Stored items
● ● ● ● ● ● ●

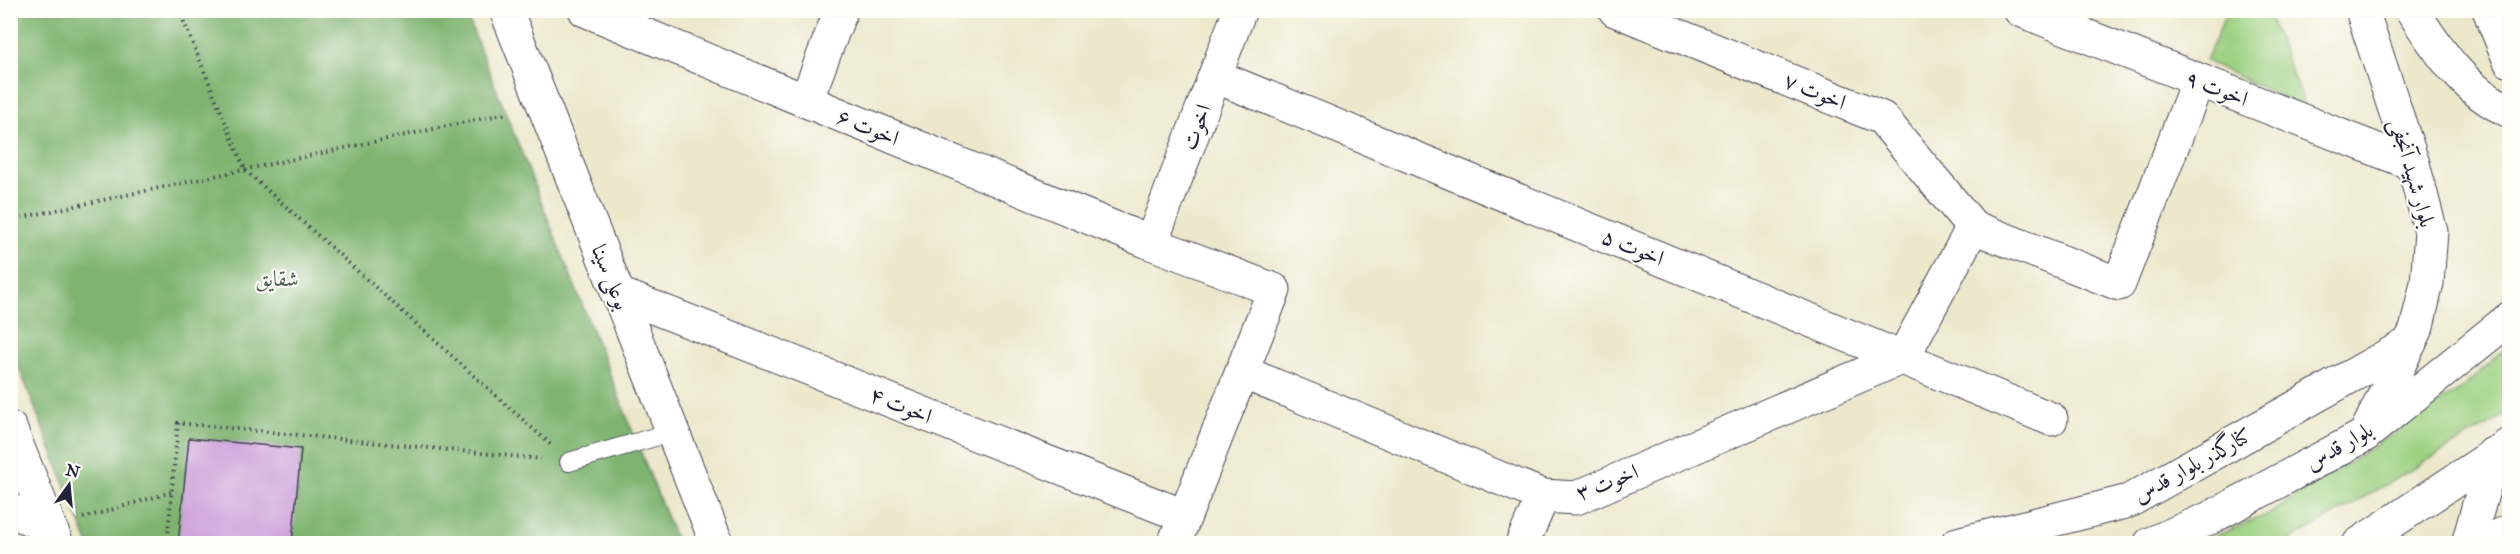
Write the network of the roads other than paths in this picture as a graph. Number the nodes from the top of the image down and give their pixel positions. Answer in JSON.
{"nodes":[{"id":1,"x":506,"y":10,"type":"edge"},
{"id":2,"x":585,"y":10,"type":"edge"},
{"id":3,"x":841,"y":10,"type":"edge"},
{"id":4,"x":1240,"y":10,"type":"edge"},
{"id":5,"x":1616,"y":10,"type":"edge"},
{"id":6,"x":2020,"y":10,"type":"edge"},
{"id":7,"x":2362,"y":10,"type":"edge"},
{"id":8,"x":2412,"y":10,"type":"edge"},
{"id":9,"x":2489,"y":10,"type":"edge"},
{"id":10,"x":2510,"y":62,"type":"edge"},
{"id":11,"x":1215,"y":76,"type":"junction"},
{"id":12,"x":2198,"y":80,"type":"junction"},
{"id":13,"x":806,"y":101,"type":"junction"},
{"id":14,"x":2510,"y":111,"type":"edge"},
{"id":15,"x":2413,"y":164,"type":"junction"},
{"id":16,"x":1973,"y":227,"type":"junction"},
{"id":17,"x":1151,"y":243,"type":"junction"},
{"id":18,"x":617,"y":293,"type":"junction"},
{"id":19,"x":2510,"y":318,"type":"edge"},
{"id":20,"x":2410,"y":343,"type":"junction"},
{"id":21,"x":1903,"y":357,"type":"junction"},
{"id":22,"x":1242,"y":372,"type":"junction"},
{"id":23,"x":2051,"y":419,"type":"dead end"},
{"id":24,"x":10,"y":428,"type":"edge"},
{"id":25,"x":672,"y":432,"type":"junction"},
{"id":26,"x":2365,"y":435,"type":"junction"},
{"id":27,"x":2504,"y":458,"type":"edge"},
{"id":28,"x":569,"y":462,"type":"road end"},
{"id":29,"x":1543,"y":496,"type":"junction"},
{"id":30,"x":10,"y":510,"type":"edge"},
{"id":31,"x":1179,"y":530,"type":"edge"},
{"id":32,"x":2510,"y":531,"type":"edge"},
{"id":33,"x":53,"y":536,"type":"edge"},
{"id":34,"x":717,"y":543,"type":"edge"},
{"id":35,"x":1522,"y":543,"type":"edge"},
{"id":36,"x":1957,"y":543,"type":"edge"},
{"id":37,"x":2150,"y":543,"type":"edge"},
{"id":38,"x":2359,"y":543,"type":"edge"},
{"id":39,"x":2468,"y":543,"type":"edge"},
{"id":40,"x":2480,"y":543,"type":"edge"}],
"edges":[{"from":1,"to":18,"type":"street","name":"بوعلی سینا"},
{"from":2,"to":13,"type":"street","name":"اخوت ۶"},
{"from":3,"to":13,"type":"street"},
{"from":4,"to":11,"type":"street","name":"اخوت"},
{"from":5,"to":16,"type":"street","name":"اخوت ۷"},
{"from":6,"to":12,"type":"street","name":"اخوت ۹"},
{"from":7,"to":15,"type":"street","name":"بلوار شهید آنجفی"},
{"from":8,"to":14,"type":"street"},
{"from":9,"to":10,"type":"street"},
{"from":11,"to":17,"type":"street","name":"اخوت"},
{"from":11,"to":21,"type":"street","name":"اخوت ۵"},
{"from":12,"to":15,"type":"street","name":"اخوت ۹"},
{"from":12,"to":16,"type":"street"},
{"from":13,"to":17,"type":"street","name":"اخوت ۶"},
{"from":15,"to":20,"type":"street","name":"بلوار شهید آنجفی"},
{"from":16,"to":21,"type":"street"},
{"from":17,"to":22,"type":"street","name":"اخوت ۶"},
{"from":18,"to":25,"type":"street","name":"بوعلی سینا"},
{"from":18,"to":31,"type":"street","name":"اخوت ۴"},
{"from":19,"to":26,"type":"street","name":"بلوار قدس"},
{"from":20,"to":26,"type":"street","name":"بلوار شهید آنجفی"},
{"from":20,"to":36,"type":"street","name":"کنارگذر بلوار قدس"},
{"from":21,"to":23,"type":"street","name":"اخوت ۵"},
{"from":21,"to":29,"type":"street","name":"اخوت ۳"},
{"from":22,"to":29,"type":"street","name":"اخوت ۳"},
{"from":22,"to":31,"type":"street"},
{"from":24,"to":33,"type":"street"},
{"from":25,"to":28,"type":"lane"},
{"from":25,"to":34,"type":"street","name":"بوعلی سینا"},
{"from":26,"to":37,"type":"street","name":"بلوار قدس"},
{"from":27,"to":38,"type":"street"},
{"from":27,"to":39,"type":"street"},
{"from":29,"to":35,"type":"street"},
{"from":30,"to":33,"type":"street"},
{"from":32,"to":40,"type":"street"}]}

● ● ● ● ● ● ●

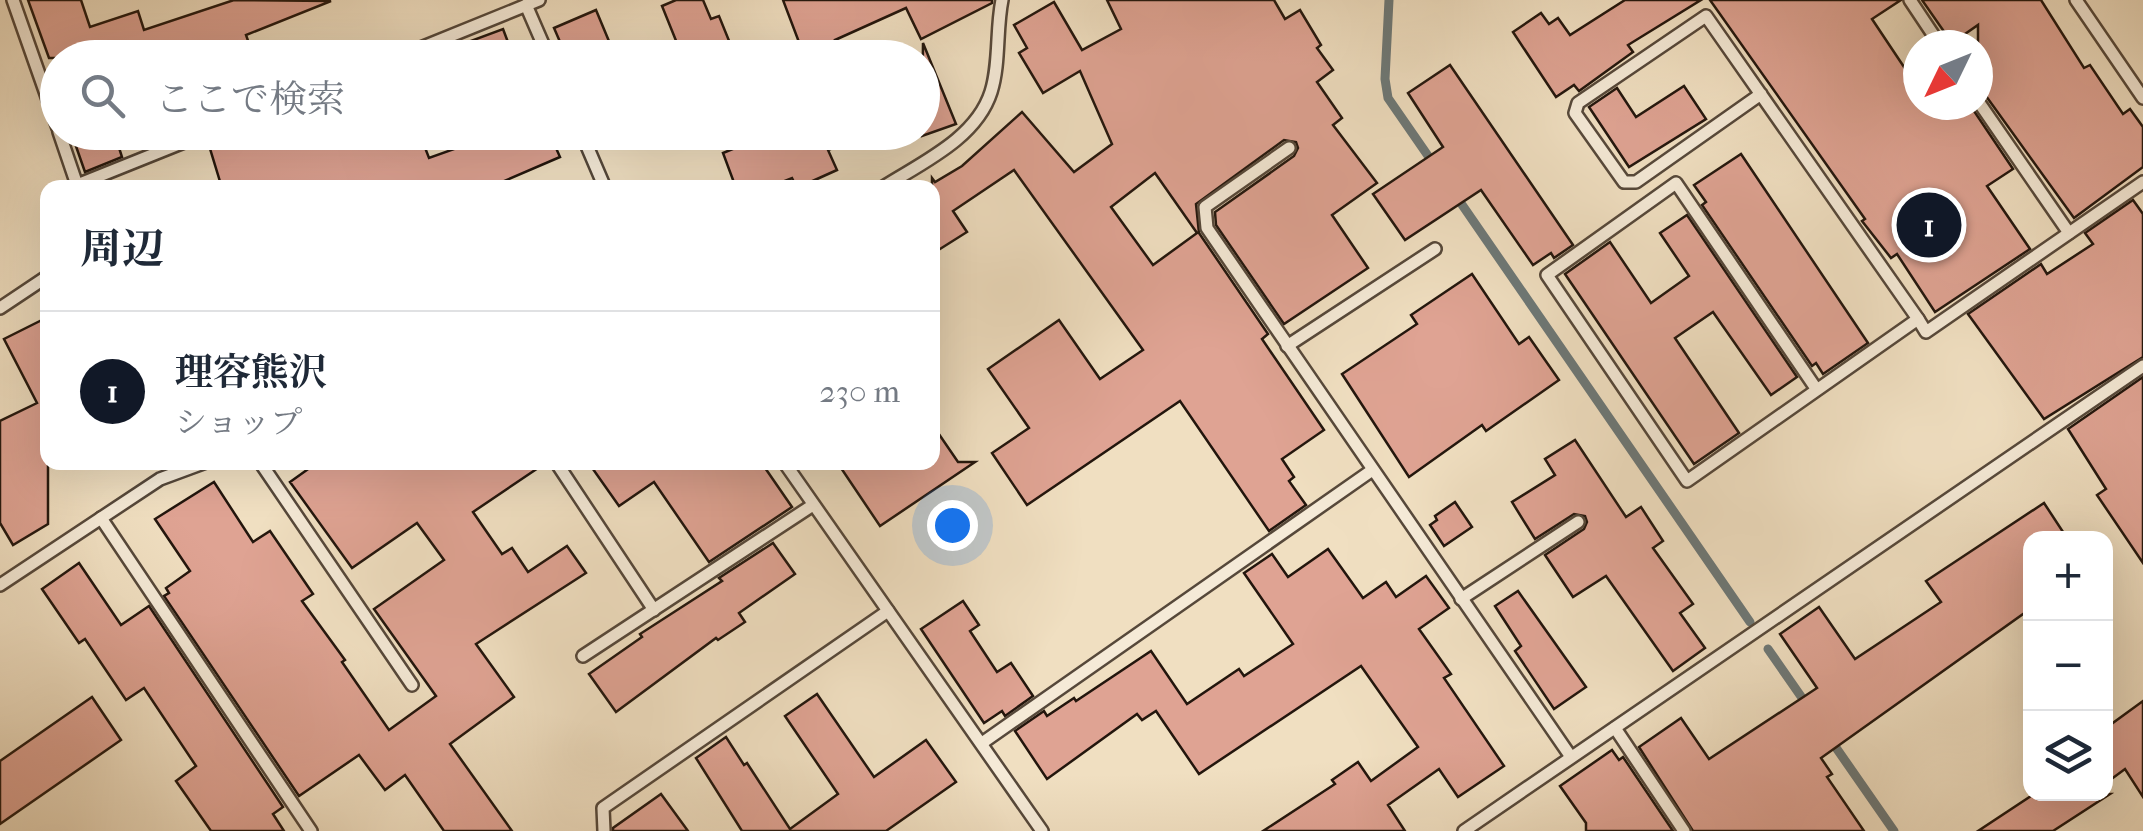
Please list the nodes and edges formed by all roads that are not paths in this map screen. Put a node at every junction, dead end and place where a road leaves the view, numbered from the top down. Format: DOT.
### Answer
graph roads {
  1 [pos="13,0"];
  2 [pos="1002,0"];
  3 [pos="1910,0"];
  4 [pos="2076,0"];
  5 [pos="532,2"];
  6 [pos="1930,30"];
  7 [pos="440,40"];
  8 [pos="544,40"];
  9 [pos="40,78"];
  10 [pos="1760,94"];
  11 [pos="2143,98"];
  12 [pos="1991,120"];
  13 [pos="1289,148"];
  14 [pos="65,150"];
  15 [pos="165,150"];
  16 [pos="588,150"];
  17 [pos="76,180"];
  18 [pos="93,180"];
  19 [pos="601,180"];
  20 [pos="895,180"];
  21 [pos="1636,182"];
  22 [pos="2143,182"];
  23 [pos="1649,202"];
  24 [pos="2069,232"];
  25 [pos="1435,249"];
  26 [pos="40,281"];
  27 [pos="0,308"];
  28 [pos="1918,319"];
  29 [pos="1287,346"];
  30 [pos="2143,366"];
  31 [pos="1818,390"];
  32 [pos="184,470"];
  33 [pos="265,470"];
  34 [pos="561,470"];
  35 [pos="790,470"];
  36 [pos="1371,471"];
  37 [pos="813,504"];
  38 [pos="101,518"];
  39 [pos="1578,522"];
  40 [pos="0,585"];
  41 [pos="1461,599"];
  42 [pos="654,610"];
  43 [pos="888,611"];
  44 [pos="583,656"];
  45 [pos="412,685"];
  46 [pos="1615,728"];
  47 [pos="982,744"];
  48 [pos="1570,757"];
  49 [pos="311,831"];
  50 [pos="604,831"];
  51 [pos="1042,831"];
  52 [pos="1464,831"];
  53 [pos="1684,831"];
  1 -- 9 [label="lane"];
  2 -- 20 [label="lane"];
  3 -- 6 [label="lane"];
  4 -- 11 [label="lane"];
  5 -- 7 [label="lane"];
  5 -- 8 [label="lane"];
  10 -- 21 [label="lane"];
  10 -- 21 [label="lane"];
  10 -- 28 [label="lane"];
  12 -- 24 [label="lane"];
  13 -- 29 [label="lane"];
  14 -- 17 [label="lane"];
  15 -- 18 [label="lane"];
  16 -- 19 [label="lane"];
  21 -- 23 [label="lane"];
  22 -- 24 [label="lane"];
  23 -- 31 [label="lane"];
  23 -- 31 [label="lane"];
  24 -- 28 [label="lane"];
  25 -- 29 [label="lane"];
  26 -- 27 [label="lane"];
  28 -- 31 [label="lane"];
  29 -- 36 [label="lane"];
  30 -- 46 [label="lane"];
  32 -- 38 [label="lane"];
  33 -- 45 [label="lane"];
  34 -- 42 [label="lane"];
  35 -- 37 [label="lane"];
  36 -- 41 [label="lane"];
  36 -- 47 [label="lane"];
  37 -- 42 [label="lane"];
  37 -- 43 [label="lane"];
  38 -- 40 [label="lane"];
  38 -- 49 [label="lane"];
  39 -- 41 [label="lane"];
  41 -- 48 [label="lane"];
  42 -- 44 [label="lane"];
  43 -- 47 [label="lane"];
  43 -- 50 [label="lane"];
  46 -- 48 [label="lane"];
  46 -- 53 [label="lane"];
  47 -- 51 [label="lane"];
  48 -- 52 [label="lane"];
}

● ● ● ● ● ● ●

**EXERCISE BRIEF:** Work through the data above line by line and give the number of lines in which "شهید" occurs. Add nothing else.

**SOLUTION FOR THIS PROBLEM:** 3